Like it’s sister neighborhood, most Italian families have left the Village for the boroughs (either by chose or they’ve been priced out of the costly area). But remnants of the old neighborhood remain at St. Anthony of Padua (the nation’s oldest Italian parish), Our Lady of Pompeii (founded to serve Italian immigrants, where mass is still said in Italian) and Perazzo Funeral Home.
There’s plenty of great Italian food in the Village. Though most Italian restaurants are too new to be considered “old neighborhood joints,” Villa Mosconi and Arturo’s are favorites of the few remaining Italians.

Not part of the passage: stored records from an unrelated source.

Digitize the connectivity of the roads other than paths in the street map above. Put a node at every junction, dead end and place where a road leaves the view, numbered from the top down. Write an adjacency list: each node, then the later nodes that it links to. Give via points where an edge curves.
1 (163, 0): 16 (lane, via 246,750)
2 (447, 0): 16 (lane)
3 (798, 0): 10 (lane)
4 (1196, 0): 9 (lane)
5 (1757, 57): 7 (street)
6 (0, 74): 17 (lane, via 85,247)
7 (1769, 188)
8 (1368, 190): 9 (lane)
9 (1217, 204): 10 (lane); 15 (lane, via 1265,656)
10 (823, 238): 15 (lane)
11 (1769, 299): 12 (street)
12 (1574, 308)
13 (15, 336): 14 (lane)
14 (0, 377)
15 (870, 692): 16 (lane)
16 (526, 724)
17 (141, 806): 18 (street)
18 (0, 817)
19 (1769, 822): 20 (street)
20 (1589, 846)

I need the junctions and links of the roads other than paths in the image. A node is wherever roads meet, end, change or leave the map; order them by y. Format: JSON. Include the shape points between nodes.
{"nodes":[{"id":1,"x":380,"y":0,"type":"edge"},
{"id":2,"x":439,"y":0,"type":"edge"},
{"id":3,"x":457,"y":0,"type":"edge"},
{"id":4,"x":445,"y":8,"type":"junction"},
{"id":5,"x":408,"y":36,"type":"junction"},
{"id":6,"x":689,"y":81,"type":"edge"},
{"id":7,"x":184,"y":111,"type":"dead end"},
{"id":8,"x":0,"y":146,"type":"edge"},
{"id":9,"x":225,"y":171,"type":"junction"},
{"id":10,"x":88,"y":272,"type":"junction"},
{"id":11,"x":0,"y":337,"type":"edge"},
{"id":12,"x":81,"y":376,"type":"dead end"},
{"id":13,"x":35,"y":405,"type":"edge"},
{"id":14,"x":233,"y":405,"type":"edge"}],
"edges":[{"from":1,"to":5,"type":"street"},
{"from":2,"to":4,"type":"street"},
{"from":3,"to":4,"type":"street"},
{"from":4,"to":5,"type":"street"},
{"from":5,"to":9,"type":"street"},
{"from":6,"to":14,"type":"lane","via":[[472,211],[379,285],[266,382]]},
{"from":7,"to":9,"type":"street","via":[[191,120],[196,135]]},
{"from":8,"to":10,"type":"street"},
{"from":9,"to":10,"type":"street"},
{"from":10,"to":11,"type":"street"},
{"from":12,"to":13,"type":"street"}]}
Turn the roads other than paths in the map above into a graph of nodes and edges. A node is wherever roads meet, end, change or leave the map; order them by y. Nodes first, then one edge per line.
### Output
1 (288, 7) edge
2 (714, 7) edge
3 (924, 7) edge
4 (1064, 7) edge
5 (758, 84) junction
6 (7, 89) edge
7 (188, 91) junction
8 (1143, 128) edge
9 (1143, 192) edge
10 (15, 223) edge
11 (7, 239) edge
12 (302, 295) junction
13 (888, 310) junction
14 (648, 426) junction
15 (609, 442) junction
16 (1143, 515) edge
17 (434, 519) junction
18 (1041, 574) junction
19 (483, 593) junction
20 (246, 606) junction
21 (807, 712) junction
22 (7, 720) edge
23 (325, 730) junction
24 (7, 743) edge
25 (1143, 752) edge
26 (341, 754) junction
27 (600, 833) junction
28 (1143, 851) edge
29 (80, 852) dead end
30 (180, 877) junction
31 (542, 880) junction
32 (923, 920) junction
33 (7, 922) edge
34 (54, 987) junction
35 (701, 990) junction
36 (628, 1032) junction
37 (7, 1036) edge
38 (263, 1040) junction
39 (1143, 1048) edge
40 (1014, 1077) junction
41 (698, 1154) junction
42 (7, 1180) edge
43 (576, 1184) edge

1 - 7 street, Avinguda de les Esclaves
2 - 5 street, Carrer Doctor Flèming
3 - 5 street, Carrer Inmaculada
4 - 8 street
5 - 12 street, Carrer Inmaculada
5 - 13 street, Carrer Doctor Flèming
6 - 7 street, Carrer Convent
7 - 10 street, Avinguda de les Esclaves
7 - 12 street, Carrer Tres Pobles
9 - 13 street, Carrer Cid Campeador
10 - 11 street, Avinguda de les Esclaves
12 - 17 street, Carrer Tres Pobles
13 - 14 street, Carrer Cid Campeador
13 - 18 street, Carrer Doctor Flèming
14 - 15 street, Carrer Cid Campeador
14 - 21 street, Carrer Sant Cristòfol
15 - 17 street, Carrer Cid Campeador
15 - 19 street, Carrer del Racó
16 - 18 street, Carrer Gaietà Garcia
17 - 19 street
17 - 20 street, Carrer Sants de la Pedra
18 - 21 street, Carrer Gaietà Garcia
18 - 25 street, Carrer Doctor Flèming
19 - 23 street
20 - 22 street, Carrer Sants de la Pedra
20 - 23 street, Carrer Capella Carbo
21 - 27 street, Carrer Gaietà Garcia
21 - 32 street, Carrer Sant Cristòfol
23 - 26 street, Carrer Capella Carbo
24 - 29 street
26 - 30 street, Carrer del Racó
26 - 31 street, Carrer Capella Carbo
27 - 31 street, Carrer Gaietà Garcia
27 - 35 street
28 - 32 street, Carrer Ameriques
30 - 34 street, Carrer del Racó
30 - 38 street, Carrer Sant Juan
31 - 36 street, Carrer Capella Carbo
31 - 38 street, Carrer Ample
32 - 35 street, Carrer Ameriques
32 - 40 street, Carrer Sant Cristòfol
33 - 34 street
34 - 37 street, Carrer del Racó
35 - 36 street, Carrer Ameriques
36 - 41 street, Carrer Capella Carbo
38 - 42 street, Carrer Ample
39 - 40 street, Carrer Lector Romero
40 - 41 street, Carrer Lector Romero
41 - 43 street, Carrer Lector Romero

but there are still enduring classics like Faicco’s Pork Store, Raffetto’s, John’s of Bleecker Street (coal-oven pizza), Pasticceria Rocco, Café Dante, and famed Café Reggio (with its 1902 espresso machine – NYC’s first).
For some non-edible Italian culture, the Scuola Italiana del Greenwich Village provides instruction in Italian language and presents a roster of events focused on Italian culture and history.
Arthur Avenue
Many claim Arthur Avenue in the Belmont area of the Bronx is NYC’s “real Little Italy.” The commercial center of this Italian neighborhood is Arthur Avenue, which is lined with restaurants and shops offering excellent Italian dining, foods, house wares and gifts.
Italian Harlem
A section of East Harlem that was home to an enormous community of immigrants from Southern Italy in the late 19th & 20th centuries. (In fact, it was the first NYC neighborhood to be labeled “Little Italy.”) At its peak, there were over 100,000 Italians crowded into the tenements and streets that were organized by village of origin. Italians began leaving East Harlem in the 1950s and the area became “Spanish Harlem” as newcomers from Latin America moved into the neighborhood.
Little remains of Italian Harlem. The restaurants Rao’s and Patsy’s Pizzeria are still renowned and popular, and there’s Claudio’s Barbershop (recently saved from eviction by popular demand). Lastly, there’s the community’s spiritual home, Our Lady of Mount Carmel, which now performs services in English and Spanish.
However, one weekend each summer Italian Harlem comes back to life when residents of the old neighborhood return for the Giglio di Sant Antonio. The culmination of the three-day festival is the Dancing of the Giglio, an 80 ft. tower that is carried through the streets in honor of the saint.